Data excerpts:
=== Begin Enclosure ===
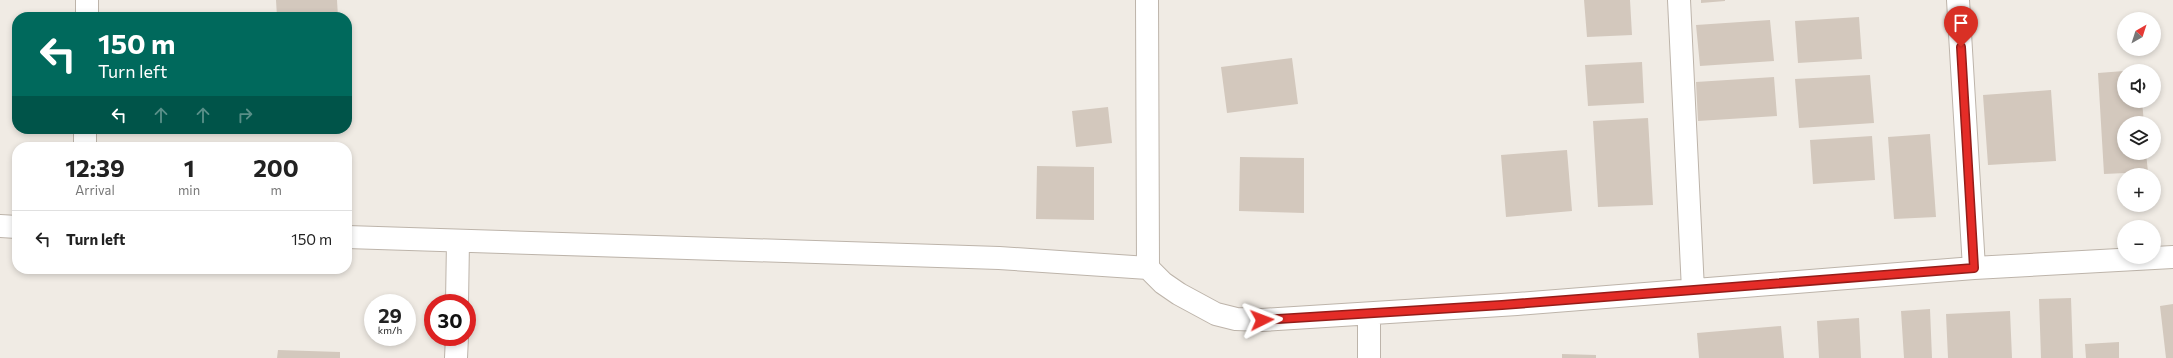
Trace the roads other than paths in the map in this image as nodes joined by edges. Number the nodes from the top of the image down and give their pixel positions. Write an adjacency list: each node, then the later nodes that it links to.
1 (87, 0): 5 (street)
2 (1147, 0): 11 (street)
3 (1679, 0): 13 (street)
4 (1958, 0): 12 (street)
5 (87, 12)
6 (0, 226): 7 (street)
7 (12, 227)
8 (352, 237): 9 (street)
9 (458, 241): 11 (street); 14 (street)
10 (2173, 257): 12 (street)
11 (1148, 268): 15 (street)
12 (1974, 268): 13 (street)
13 (1693, 290): 15 (street)
14 (457, 294)
15 (1368, 315): 18 (street)
16 (456, 346): 17 (street)
17 (456, 358)
18 (1369, 358)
=== End Enclosure ===
*PROBLEM STATEMENT*
Each record above needs to be retyped exactly, without any pictures.

*RESPONSE BELOW*
Trace the roads other than paths in the map in this image as nodes joined by edges. Number the nodes from the top of the image down and give their pixel positions. Write an adjacency list: each node, then the later nodes that it links to.
1 (87, 0): 5 (street)
2 (1147, 0): 11 (street)
3 (1679, 0): 13 (street)
4 (1958, 0): 12 (street)
5 (87, 12)
6 (0, 226): 7 (street)
7 (12, 227)
8 (352, 237): 9 (street)
9 (458, 241): 11 (street); 14 (street)
10 (2173, 257): 12 (street)
11 (1148, 268): 15 (street)
12 (1974, 268): 13 (street)
13 (1693, 290): 15 (street)
14 (457, 294)
15 (1368, 315): 18 (street)
16 (456, 346): 17 (street)
17 (456, 358)
18 (1369, 358)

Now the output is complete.